───── Data for this task

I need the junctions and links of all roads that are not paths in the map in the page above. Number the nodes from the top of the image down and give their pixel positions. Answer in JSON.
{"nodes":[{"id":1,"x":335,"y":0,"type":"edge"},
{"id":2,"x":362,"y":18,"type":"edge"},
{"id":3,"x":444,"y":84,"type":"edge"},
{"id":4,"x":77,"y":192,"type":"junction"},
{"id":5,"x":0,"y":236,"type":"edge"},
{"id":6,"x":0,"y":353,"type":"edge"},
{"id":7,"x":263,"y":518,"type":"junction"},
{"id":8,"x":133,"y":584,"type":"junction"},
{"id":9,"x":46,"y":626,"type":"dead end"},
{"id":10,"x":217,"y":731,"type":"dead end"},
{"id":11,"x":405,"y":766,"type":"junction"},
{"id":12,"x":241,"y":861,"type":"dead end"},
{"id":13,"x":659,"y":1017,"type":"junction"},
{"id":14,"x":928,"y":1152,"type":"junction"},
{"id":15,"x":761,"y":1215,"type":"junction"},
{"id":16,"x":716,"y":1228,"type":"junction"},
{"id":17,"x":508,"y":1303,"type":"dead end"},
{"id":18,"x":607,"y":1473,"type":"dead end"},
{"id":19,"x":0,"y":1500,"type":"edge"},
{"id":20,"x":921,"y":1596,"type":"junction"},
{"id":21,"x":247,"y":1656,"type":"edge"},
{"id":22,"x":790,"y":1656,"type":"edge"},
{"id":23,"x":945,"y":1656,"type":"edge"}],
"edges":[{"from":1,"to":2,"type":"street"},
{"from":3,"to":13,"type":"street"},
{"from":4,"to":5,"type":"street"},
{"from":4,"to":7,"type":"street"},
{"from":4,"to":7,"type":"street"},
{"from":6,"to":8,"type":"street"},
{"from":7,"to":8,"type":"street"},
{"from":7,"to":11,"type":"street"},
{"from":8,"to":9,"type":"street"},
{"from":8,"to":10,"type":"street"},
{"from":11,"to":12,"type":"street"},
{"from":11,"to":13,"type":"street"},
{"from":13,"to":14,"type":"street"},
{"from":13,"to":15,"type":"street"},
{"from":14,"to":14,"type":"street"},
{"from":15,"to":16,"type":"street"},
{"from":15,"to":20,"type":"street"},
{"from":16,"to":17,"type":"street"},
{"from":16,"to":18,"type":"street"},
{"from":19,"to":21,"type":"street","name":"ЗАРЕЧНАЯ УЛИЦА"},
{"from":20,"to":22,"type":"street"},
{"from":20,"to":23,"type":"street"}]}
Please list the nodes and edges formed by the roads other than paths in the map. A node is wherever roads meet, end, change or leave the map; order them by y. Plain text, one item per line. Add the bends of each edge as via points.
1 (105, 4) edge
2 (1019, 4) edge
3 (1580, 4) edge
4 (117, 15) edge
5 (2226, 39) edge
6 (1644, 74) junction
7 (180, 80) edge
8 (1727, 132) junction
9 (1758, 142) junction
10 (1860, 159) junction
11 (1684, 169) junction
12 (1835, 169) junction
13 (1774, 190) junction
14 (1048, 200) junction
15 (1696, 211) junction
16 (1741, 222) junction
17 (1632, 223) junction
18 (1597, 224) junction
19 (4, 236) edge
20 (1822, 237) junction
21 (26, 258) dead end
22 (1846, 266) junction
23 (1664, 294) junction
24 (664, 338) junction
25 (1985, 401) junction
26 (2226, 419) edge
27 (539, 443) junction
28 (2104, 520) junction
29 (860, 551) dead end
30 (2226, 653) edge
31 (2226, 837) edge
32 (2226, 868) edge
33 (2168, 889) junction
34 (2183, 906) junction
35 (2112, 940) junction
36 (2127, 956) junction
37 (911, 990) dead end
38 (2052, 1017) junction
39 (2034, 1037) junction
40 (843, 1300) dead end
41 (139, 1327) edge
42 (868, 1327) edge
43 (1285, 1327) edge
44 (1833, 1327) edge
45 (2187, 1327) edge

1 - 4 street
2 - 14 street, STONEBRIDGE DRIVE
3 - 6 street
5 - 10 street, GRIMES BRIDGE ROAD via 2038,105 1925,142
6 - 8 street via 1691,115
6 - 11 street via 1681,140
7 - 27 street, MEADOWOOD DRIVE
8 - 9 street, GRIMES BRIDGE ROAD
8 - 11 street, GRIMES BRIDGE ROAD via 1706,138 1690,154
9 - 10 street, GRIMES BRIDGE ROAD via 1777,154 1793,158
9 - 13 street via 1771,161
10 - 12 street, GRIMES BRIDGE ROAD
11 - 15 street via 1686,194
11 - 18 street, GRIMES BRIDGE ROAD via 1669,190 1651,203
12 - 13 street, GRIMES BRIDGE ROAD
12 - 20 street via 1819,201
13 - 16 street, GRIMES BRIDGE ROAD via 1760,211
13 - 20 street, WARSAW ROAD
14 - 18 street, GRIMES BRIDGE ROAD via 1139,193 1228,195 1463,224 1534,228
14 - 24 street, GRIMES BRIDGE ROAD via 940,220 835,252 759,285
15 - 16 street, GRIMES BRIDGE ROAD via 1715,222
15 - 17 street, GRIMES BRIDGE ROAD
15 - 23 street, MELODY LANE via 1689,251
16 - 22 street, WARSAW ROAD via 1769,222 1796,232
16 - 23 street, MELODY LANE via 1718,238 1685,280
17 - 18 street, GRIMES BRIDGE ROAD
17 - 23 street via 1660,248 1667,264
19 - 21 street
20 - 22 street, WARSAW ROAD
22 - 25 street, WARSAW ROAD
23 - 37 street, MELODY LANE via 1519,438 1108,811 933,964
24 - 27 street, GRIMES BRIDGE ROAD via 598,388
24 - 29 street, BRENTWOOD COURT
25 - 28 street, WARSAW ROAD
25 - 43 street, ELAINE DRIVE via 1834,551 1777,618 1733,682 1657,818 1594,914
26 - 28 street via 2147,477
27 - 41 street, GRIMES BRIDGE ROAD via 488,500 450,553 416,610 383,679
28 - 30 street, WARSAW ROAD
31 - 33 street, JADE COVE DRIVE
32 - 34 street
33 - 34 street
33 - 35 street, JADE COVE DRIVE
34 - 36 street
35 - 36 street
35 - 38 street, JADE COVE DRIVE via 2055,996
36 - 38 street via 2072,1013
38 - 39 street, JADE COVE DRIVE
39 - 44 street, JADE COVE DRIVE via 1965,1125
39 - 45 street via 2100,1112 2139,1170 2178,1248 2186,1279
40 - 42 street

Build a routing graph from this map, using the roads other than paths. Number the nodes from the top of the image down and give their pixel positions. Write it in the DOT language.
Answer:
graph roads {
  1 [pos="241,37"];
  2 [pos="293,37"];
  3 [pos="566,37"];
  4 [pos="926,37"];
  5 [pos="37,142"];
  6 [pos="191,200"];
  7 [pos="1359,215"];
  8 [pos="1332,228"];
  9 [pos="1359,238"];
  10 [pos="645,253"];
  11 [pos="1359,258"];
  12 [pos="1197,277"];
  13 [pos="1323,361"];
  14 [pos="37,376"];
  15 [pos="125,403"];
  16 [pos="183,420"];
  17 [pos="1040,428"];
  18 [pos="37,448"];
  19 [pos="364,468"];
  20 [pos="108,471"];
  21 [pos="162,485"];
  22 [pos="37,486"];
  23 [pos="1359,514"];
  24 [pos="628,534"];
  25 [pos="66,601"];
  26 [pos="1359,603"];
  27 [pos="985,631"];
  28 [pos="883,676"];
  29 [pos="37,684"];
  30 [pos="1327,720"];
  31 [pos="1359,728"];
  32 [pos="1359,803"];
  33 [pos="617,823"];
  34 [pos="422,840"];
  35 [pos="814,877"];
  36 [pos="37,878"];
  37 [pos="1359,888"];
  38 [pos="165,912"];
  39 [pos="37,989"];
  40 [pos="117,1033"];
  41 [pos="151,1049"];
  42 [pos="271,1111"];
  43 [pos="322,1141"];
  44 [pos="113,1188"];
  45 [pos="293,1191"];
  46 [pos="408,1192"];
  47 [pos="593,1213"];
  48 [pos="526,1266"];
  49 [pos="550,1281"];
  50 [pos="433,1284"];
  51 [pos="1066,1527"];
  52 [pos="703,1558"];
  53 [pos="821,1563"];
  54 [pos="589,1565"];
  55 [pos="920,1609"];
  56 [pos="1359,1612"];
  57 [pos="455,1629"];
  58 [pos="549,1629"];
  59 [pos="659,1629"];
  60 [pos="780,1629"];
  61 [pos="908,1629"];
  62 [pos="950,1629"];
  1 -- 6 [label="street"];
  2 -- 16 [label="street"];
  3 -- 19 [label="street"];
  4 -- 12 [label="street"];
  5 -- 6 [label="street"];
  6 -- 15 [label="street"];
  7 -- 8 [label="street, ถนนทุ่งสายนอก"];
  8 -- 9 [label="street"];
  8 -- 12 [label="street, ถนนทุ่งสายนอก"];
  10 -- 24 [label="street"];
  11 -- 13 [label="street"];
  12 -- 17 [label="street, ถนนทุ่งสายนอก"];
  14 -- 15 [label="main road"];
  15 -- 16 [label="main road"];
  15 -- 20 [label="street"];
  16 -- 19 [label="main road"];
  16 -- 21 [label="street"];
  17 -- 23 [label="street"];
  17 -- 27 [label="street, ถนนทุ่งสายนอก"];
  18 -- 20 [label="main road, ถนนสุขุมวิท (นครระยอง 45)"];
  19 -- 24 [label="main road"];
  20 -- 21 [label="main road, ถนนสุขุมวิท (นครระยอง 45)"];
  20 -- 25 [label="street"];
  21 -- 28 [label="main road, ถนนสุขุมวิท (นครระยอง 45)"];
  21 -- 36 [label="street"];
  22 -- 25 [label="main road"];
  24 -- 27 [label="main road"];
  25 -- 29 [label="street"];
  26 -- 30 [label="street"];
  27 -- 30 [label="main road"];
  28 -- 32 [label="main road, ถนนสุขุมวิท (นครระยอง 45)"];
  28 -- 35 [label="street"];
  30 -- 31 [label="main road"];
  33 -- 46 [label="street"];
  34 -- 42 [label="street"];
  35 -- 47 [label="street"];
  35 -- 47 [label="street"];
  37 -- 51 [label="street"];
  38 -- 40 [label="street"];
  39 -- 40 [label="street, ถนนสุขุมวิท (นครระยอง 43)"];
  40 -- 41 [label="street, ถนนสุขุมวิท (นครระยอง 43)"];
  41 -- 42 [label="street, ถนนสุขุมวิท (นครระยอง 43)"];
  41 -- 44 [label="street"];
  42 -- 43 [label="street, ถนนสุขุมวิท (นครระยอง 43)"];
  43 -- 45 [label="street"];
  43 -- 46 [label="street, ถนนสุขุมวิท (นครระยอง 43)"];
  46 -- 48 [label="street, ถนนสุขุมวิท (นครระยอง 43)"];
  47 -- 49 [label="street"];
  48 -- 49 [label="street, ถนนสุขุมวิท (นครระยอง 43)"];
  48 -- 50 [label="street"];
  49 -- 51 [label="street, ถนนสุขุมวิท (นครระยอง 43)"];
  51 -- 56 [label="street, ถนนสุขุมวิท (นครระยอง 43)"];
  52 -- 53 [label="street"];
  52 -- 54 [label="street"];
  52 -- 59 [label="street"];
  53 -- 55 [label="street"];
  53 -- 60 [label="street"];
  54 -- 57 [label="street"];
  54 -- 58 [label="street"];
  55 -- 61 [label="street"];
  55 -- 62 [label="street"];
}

──────────

_About this task:_ Checking each line above, count the ones that hold the word "main" and state the total alone.

_Task answer:_ 12